■ Activity
Your answer must be a word-for-word copy of the listing, with all pictures excluded.

■ Given information
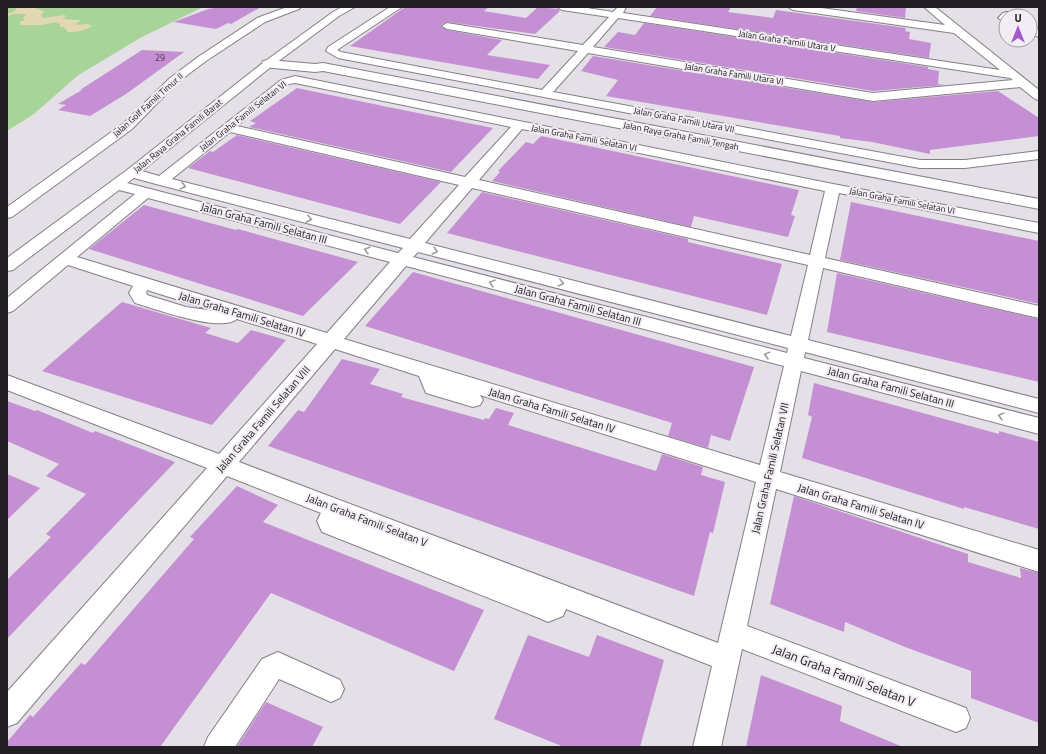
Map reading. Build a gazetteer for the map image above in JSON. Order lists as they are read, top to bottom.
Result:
{
  "streets": {
    "street": [
      "Jalan Graha Famili Utara V",
      "Jalan Graha Famili Utara VI",
      "Jalan Golf Famili Timur II",
      "Jalan Graha Famili Selatan VI",
      "Jalan Graha Famili Utara VII",
      "Jalan Raya Graha Famili Barat",
      "Jalan Raya Graha Famili Tengah",
      "Jalan Graha Famili Selatan III",
      "Jalan Graha Famili Selatan IV",
      "Jalan Graha Famili Selatan VIII",
      "Jalan Graha Famili Selatan VII",
      "Jalan Graha Famili Selatan V"
    ]
  },
  "crossings": [
    ["Jalan Graha Famili Selatan VI", "Jalan Graha Famili Selatan III"],
    ["Jalan Graha Famili Selatan VI", "Jalan Graha Famili Selatan VIII"],
    ["Jalan Graha Famili Selatan VI", "Jalan Graha Famili Selatan VII"],
    ["Jalan Raya Graha Famili Barat", "Jalan Raya Graha Famili Tengah"],
    ["Jalan Raya Graha Famili Barat", "Jalan Graha Famili Selatan III"],
    ["Jalan Graha Famili Selatan III", "Jalan Graha Famili Selatan VIII"],
    ["Jalan Graha Famili Selatan III", "Jalan Graha Famili Selatan VII"],
    ["Jalan Graha Famili Selatan IV", "Jalan Graha Famili Selatan VIII"],
    ["Jalan Graha Famili Selatan IV", "Jalan Graha Famili Selatan VII"],
    ["Jalan Graha Famili Selatan VIII", "Jalan Graha Famili Selatan V"],
    ["Jalan Graha Famili Selatan VII", "Jalan Graha Famili Selatan V"]
  ],
  "house_numbers": ["29"],
  "north": "top"
}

■ Response for this exercise
Map reading. Build a gazetteer for the map image above in JSON. Order lists as they are read, top to bottom.
Result:
{
  "streets": {
    "street": [
      "Jalan Graha Famili Utara V",
      "Jalan Graha Famili Utara VI",
      "Jalan Golf Famili Timur II",
      "Jalan Graha Famili Selatan VI",
      "Jalan Graha Famili Utara VII",
      "Jalan Raya Graha Famili Barat",
      "Jalan Raya Graha Famili Tengah",
      "Jalan Graha Famili Selatan III",
      "Jalan Graha Famili Selatan IV",
      "Jalan Graha Famili Selatan VIII",
      "Jalan Graha Famili Selatan VII",
      "Jalan Graha Famili Selatan V"
    ]
  },
  "crossings": [
    ["Jalan Graha Famili Selatan VI", "Jalan Graha Famili Selatan III"],
    ["Jalan Graha Famili Selatan VI", "Jalan Graha Famili Selatan VIII"],
    ["Jalan Graha Famili Selatan VI", "Jalan Graha Famili Selatan VII"],
    ["Jalan Raya Graha Famili Barat", "Jalan Raya Graha Famili Tengah"],
    ["Jalan Raya Graha Famili Barat", "Jalan Graha Famili Selatan III"],
    ["Jalan Graha Famili Selatan III", "Jalan Graha Famili Selatan VIII"],
    ["Jalan Graha Famili Selatan III", "Jalan Graha Famili Selatan VII"],
    ["Jalan Graha Famili Selatan IV", "Jalan Graha Famili Selatan VIII"],
    ["Jalan Graha Famili Selatan IV", "Jalan Graha Famili Selatan VII"],
    ["Jalan Graha Famili Selatan VIII", "Jalan Graha Famili Selatan V"],
    ["Jalan Graha Famili Selatan VII", "Jalan Graha Famili Selatan V"]
  ],
  "house_numbers": ["29"],
  "north": "top"
}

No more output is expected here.